Pfaff's work is currently featured (through October 16) at Ameringer-Yohe gallery in NYC. Should be a doozy.
Julie Mehretu | Wall Art
"Julie Mehretu's biography reads a bit like an atlas. She was born in Ethiopia, raised in Michigan, educated in Senegal and Rhode Island, and now lives in New York ... her work incorporates the dynamic visual vocabulary of maps, urban-planning grids, and architectural forms as it alternates between historical narratives and fictional landscapes ... " (Excerpt via Walker Art Center)
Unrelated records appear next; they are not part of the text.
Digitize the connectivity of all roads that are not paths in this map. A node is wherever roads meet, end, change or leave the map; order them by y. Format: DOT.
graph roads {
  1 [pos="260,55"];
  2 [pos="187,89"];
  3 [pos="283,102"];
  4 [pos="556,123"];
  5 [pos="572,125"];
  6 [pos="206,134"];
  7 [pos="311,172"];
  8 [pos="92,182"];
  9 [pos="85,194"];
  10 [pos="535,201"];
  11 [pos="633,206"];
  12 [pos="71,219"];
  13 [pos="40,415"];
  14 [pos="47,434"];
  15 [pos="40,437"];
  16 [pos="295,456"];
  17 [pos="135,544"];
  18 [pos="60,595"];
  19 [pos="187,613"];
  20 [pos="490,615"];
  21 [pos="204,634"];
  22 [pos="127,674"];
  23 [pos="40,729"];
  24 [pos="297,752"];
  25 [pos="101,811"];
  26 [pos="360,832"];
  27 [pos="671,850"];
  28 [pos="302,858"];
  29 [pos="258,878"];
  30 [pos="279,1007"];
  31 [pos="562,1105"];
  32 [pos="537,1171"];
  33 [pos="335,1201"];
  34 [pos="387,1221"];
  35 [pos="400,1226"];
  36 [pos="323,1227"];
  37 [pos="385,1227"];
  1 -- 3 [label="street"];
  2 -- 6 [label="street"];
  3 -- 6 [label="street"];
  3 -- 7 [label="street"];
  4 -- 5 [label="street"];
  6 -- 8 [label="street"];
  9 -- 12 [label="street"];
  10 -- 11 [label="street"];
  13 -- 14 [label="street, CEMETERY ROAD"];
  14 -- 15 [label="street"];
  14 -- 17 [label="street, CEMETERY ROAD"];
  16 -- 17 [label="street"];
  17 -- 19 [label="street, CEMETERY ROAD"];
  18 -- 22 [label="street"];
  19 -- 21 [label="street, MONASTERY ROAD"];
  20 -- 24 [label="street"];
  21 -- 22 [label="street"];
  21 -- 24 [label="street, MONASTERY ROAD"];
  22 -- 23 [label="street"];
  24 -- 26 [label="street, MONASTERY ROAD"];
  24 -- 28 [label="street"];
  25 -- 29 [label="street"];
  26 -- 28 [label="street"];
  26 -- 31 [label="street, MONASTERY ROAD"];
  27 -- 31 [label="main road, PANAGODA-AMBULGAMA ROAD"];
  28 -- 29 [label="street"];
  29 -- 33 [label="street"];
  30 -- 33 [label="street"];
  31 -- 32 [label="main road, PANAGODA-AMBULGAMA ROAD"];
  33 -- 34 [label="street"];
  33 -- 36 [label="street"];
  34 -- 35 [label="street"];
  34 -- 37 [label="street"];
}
I saw Mehretu's work for the first time at the ICA in Boston last month and it was love at first sight. My partner at Infashuated likened her work to Kandinsky (of course) and Alexander Calder's 3-D mobiles, which I considered to be a fresh, yet reasonable point of view when you think about the the two different media. However, it was the rich complexities of each piece and luscious layers that drew my attention to Mehretu's work the most.
There's never a place to rest your eyes—and the scale at which these are done is something else at which to marvel (Mehretu created a whole wall space at Goldman Sach's in NYC). The artist also plays with dimension through space, vertigo-inducing shapes, and too many lines to count—it's a kaleidoscopic, chaotic, beautiful mess.